#### [EXERCISE GOAL]
Write out every entry exactly as it stands.

● ● ● ● ● ● ●

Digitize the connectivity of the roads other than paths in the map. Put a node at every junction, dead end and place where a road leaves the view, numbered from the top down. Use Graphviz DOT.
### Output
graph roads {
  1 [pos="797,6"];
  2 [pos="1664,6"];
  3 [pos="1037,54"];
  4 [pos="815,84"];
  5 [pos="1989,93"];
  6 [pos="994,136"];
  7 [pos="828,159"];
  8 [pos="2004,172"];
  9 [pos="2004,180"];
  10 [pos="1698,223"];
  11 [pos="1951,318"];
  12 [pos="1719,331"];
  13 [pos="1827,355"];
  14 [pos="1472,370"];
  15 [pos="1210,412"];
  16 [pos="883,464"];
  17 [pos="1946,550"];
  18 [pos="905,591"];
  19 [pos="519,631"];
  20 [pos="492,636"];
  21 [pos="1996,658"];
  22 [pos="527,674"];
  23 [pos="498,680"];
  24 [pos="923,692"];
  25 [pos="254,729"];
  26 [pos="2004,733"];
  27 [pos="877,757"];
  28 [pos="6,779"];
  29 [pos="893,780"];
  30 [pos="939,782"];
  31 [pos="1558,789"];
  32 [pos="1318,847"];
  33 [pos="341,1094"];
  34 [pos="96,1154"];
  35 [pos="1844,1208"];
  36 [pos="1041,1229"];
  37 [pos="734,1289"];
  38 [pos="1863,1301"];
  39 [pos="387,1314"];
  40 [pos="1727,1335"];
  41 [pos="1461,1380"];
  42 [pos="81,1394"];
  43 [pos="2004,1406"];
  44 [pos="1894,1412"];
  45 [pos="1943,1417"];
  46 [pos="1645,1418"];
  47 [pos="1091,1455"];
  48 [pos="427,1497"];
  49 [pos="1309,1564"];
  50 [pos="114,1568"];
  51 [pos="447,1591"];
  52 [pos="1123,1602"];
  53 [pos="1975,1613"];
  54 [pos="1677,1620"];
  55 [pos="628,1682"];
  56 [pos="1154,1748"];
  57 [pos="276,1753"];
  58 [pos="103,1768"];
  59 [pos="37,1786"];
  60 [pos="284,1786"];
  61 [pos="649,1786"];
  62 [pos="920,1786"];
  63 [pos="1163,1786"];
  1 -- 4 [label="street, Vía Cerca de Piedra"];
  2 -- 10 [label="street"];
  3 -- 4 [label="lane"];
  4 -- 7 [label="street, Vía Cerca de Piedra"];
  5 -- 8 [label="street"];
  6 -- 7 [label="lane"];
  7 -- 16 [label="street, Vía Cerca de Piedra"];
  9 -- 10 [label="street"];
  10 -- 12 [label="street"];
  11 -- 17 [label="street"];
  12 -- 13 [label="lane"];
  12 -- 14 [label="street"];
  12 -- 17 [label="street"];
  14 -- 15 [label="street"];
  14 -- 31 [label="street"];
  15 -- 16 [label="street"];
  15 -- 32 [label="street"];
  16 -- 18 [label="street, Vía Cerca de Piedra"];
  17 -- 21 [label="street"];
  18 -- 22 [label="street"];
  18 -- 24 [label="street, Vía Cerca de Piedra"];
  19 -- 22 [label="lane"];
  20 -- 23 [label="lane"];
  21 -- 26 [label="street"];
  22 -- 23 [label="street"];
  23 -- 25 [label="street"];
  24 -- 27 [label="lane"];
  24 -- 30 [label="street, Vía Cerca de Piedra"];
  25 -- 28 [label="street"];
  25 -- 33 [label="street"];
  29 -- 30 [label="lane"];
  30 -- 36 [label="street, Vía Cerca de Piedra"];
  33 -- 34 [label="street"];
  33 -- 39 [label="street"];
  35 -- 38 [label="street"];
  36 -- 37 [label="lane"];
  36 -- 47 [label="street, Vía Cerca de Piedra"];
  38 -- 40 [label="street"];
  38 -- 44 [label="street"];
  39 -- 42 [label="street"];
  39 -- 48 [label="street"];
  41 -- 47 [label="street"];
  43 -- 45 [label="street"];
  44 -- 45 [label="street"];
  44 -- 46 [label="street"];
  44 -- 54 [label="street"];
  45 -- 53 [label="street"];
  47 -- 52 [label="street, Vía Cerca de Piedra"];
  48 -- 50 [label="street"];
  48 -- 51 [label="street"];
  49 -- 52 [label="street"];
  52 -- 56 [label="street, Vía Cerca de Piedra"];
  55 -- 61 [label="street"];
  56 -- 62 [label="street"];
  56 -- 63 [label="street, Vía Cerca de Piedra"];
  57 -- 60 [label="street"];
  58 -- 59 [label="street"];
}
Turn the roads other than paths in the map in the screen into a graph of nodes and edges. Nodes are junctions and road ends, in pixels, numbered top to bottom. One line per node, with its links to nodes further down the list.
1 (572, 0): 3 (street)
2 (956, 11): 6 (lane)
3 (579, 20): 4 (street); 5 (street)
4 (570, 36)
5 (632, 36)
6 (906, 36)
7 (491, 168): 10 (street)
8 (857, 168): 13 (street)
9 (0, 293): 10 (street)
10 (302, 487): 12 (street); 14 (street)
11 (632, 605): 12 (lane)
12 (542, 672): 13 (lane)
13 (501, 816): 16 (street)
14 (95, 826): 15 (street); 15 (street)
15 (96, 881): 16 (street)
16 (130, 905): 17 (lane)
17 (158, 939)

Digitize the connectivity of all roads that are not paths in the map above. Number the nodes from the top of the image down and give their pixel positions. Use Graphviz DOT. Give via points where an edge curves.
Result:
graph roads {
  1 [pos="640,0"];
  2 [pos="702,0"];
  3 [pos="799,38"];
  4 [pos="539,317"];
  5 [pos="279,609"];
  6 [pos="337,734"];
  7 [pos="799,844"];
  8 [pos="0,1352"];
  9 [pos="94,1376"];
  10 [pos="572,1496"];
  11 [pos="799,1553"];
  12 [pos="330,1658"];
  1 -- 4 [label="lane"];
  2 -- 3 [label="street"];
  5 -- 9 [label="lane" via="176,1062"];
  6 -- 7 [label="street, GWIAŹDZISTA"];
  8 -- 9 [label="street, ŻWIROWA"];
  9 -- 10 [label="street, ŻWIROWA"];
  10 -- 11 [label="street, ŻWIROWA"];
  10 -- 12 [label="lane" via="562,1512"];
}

● ● ● ● ● ● ●

#### [RESULT OF THIS EXERCISE]
Digitize the connectivity of the roads other than paths in the map. Put a node at every junction, dead end and place where a road leaves the view, numbered from the top down. Use Graphviz DOT.
### Output
graph roads {
  1 [pos="797,6"];
  2 [pos="1664,6"];
  3 [pos="1037,54"];
  4 [pos="815,84"];
  5 [pos="1989,93"];
  6 [pos="994,136"];
  7 [pos="828,159"];
  8 [pos="2004,172"];
  9 [pos="2004,180"];
  10 [pos="1698,223"];
  11 [pos="1951,318"];
  12 [pos="1719,331"];
  13 [pos="1827,355"];
  14 [pos="1472,370"];
  15 [pos="1210,412"];
  16 [pos="883,464"];
  17 [pos="1946,550"];
  18 [pos="905,591"];
  19 [pos="519,631"];
  20 [pos="492,636"];
  21 [pos="1996,658"];
  22 [pos="527,674"];
  23 [pos="498,680"];
  24 [pos="923,692"];
  25 [pos="254,729"];
  26 [pos="2004,733"];
  27 [pos="877,757"];
  28 [pos="6,779"];
  29 [pos="893,780"];
  30 [pos="939,782"];
  31 [pos="1558,789"];
  32 [pos="1318,847"];
  33 [pos="341,1094"];
  34 [pos="96,1154"];
  35 [pos="1844,1208"];
  36 [pos="1041,1229"];
  37 [pos="734,1289"];
  38 [pos="1863,1301"];
  39 [pos="387,1314"];
  40 [pos="1727,1335"];
  41 [pos="1461,1380"];
  42 [pos="81,1394"];
  43 [pos="2004,1406"];
  44 [pos="1894,1412"];
  45 [pos="1943,1417"];
  46 [pos="1645,1418"];
  47 [pos="1091,1455"];
  48 [pos="427,1497"];
  49 [pos="1309,1564"];
  50 [pos="114,1568"];
  51 [pos="447,1591"];
  52 [pos="1123,1602"];
  53 [pos="1975,1613"];
  54 [pos="1677,1620"];
  55 [pos="628,1682"];
  56 [pos="1154,1748"];
  57 [pos="276,1753"];
  58 [pos="103,1768"];
  59 [pos="37,1786"];
  60 [pos="284,1786"];
  61 [pos="649,1786"];
  62 [pos="920,1786"];
  63 [pos="1163,1786"];
  1 -- 4 [label="street, Vía Cerca de Piedra"];
  2 -- 10 [label="street"];
  3 -- 4 [label="lane"];
  4 -- 7 [label="street, Vía Cerca de Piedra"];
  5 -- 8 [label="street"];
  6 -- 7 [label="lane"];
  7 -- 16 [label="street, Vía Cerca de Piedra"];
  9 -- 10 [label="street"];
  10 -- 12 [label="street"];
  11 -- 17 [label="street"];
  12 -- 13 [label="lane"];
  12 -- 14 [label="street"];
  12 -- 17 [label="street"];
  14 -- 15 [label="street"];
  14 -- 31 [label="street"];
  15 -- 16 [label="street"];
  15 -- 32 [label="street"];
  16 -- 18 [label="street, Vía Cerca de Piedra"];
  17 -- 21 [label="street"];
  18 -- 22 [label="street"];
  18 -- 24 [label="street, Vía Cerca de Piedra"];
  19 -- 22 [label="lane"];
  20 -- 23 [label="lane"];
  21 -- 26 [label="street"];
  22 -- 23 [label="street"];
  23 -- 25 [label="street"];
  24 -- 27 [label="lane"];
  24 -- 30 [label="street, Vía Cerca de Piedra"];
  25 -- 28 [label="street"];
  25 -- 33 [label="street"];
  29 -- 30 [label="lane"];
  30 -- 36 [label="street, Vía Cerca de Piedra"];
  33 -- 34 [label="street"];
  33 -- 39 [label="street"];
  35 -- 38 [label="street"];
  36 -- 37 [label="lane"];
  36 -- 47 [label="street, Vía Cerca de Piedra"];
  38 -- 40 [label="street"];
  38 -- 44 [label="street"];
  39 -- 42 [label="street"];
  39 -- 48 [label="street"];
  41 -- 47 [label="street"];
  43 -- 45 [label="street"];
  44 -- 45 [label="street"];
  44 -- 46 [label="street"];
  44 -- 54 [label="street"];
  45 -- 53 [label="street"];
  47 -- 52 [label="street, Vía Cerca de Piedra"];
  48 -- 50 [label="street"];
  48 -- 51 [label="street"];
  49 -- 52 [label="street"];
  52 -- 56 [label="street, Vía Cerca de Piedra"];
  55 -- 61 [label="street"];
  56 -- 62 [label="street"];
  56 -- 63 [label="street, Vía Cerca de Piedra"];
  57 -- 60 [label="street"];
  58 -- 59 [label="street"];
}
Turn the roads other than paths in the map in the screen into a graph of nodes and edges. Nodes are junctions and road ends, in pixels, numbered top to bottom. One line per node, with its links to nodes further down the list.
1 (572, 0): 3 (street)
2 (956, 11): 6 (lane)
3 (579, 20): 4 (street); 5 (street)
4 (570, 36)
5 (632, 36)
6 (906, 36)
7 (491, 168): 10 (street)
8 (857, 168): 13 (street)
9 (0, 293): 10 (street)
10 (302, 487): 12 (street); 14 (street)
11 (632, 605): 12 (lane)
12 (542, 672): 13 (lane)
13 (501, 816): 16 (street)
14 (95, 826): 15 (street); 15 (street)
15 (96, 881): 16 (street)
16 (130, 905): 17 (lane)
17 (158, 939)

Digitize the connectivity of all roads that are not paths in the map above. Number the nodes from the top of the image down and give their pixel positions. Use Graphviz DOT. Give via points where an edge curves.
Result:
graph roads {
  1 [pos="640,0"];
  2 [pos="702,0"];
  3 [pos="799,38"];
  4 [pos="539,317"];
  5 [pos="279,609"];
  6 [pos="337,734"];
  7 [pos="799,844"];
  8 [pos="0,1352"];
  9 [pos="94,1376"];
  10 [pos="572,1496"];
  11 [pos="799,1553"];
  12 [pos="330,1658"];
  1 -- 4 [label="lane"];
  2 -- 3 [label="street"];
  5 -- 9 [label="lane" via="176,1062"];
  6 -- 7 [label="street, GWIAŹDZISTA"];
  8 -- 9 [label="street, ŻWIROWA"];
  9 -- 10 [label="street, ŻWIROWA"];
  10 -- 11 [label="street, ŻWIROWA"];
  10 -- 12 [label="lane" via="562,1512"];
}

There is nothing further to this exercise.